Segment Start: Exercise input
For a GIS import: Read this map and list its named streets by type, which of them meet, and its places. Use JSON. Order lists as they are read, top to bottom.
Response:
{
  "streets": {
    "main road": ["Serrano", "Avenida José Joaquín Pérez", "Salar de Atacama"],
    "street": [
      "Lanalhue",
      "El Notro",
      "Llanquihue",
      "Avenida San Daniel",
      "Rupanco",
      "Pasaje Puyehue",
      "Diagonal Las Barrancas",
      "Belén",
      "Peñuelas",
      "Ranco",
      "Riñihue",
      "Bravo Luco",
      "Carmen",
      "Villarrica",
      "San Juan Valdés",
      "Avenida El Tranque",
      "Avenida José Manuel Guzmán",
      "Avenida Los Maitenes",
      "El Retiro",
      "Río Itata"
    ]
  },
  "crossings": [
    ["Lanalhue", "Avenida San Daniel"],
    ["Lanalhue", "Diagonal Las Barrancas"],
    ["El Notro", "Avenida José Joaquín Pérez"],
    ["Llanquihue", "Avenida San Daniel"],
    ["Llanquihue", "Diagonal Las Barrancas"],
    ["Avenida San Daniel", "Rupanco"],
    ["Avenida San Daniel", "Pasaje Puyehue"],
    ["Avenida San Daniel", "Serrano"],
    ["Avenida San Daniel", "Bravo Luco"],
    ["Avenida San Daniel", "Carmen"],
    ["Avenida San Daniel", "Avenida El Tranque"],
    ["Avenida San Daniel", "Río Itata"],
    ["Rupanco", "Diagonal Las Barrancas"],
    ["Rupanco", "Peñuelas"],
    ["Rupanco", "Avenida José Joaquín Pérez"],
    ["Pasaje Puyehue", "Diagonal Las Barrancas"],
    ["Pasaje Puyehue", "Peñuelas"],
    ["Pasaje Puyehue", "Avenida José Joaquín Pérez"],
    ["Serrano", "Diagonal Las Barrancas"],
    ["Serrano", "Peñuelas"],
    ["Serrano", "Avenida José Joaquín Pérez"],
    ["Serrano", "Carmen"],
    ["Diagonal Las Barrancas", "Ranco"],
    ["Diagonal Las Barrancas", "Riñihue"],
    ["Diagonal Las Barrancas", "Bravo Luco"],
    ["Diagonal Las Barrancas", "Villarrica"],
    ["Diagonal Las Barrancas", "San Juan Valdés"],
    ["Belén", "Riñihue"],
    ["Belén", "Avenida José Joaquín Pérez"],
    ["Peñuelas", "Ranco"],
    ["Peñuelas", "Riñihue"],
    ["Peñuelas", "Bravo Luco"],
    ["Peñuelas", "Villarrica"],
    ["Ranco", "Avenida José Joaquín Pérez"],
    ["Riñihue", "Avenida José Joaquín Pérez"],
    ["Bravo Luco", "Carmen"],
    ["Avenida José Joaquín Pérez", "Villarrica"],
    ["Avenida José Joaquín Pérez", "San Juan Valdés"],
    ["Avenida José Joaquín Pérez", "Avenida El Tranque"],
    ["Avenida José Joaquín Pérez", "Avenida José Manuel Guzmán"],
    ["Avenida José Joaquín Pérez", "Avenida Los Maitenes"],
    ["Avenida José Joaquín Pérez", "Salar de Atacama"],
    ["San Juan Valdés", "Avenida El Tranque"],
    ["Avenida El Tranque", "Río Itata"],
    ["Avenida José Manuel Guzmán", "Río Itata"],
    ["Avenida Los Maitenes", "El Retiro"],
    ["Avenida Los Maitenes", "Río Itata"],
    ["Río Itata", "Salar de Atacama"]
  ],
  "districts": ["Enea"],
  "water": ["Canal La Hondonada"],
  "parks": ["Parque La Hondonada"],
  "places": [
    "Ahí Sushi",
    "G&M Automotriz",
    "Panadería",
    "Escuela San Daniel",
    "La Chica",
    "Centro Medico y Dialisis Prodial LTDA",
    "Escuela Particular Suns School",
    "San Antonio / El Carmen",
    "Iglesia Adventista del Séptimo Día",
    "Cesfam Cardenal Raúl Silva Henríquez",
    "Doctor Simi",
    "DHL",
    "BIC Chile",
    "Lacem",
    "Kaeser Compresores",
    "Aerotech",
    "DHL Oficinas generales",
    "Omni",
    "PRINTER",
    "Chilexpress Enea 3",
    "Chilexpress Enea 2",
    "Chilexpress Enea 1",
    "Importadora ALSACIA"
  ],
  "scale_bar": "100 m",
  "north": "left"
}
Segment End: Exercise input
### Task:
Each record has to be given again exactly as written.

### Exercise solution:
For a GIS import: Read this map and list its named streets by type, which of them meet, and its places. Use JSON. Order lists as they are read, top to bottom.
Response:
{
  "streets": {
    "main road": ["Serrano", "Avenida José Joaquín Pérez", "Salar de Atacama"],
    "street": [
      "Lanalhue",
      "El Notro",
      "Llanquihue",
      "Avenida San Daniel",
      "Rupanco",
      "Pasaje Puyehue",
      "Diagonal Las Barrancas",
      "Belén",
      "Peñuelas",
      "Ranco",
      "Riñihue",
      "Bravo Luco",
      "Carmen",
      "Villarrica",
      "San Juan Valdés",
      "Avenida El Tranque",
      "Avenida José Manuel Guzmán",
      "Avenida Los Maitenes",
      "El Retiro",
      "Río Itata"
    ]
  },
  "crossings": [
    ["Lanalhue", "Avenida San Daniel"],
    ["Lanalhue", "Diagonal Las Barrancas"],
    ["El Notro", "Avenida José Joaquín Pérez"],
    ["Llanquihue", "Avenida San Daniel"],
    ["Llanquihue", "Diagonal Las Barrancas"],
    ["Avenida San Daniel", "Rupanco"],
    ["Avenida San Daniel", "Pasaje Puyehue"],
    ["Avenida San Daniel", "Serrano"],
    ["Avenida San Daniel", "Bravo Luco"],
    ["Avenida San Daniel", "Carmen"],
    ["Avenida San Daniel", "Avenida El Tranque"],
    ["Avenida San Daniel", "Río Itata"],
    ["Rupanco", "Diagonal Las Barrancas"],
    ["Rupanco", "Peñuelas"],
    ["Rupanco", "Avenida José Joaquín Pérez"],
    ["Pasaje Puyehue", "Diagonal Las Barrancas"],
    ["Pasaje Puyehue", "Peñuelas"],
    ["Pasaje Puyehue", "Avenida José Joaquín Pérez"],
    ["Serrano", "Diagonal Las Barrancas"],
    ["Serrano", "Peñuelas"],
    ["Serrano", "Avenida José Joaquín Pérez"],
    ["Serrano", "Carmen"],
    ["Diagonal Las Barrancas", "Ranco"],
    ["Diagonal Las Barrancas", "Riñihue"],
    ["Diagonal Las Barrancas", "Bravo Luco"],
    ["Diagonal Las Barrancas", "Villarrica"],
    ["Diagonal Las Barrancas", "San Juan Valdés"],
    ["Belén", "Riñihue"],
    ["Belén", "Avenida José Joaquín Pérez"],
    ["Peñuelas", "Ranco"],
    ["Peñuelas", "Riñihue"],
    ["Peñuelas", "Bravo Luco"],
    ["Peñuelas", "Villarrica"],
    ["Ranco", "Avenida José Joaquín Pérez"],
    ["Riñihue", "Avenida José Joaquín Pérez"],
    ["Bravo Luco", "Carmen"],
    ["Avenida José Joaquín Pérez", "Villarrica"],
    ["Avenida José Joaquín Pérez", "San Juan Valdés"],
    ["Avenida José Joaquín Pérez", "Avenida El Tranque"],
    ["Avenida José Joaquín Pérez", "Avenida José Manuel Guzmán"],
    ["Avenida José Joaquín Pérez", "Avenida Los Maitenes"],
    ["Avenida José Joaquín Pérez", "Salar de Atacama"],
    ["San Juan Valdés", "Avenida El Tranque"],
    ["Avenida El Tranque", "Río Itata"],
    ["Avenida José Manuel Guzmán", "Río Itata"],
    ["Avenida Los Maitenes", "El Retiro"],
    ["Avenida Los Maitenes", "Río Itata"],
    ["Río Itata", "Salar de Atacama"]
  ],
  "districts": ["Enea"],
  "water": ["Canal La Hondonada"],
  "parks": ["Parque La Hondonada"],
  "places": [
    "Ahí Sushi",
    "G&M Automotriz",
    "Panadería",
    "Escuela San Daniel",
    "La Chica",
    "Centro Medico y Dialisis Prodial LTDA",
    "Escuela Particular Suns School",
    "San Antonio / El Carmen",
    "Iglesia Adventista del Séptimo Día",
    "Cesfam Cardenal Raúl Silva Henríquez",
    "Doctor Simi",
    "DHL",
    "BIC Chile",
    "Lacem",
    "Kaeser Compresores",
    "Aerotech",
    "DHL Oficinas generales",
    "Omni",
    "PRINTER",
    "Chilexpress Enea 3",
    "Chilexpress Enea 2",
    "Chilexpress Enea 1",
    "Importadora ALSACIA"
  ],
  "scale_bar": "100 m",
  "north": "left"
}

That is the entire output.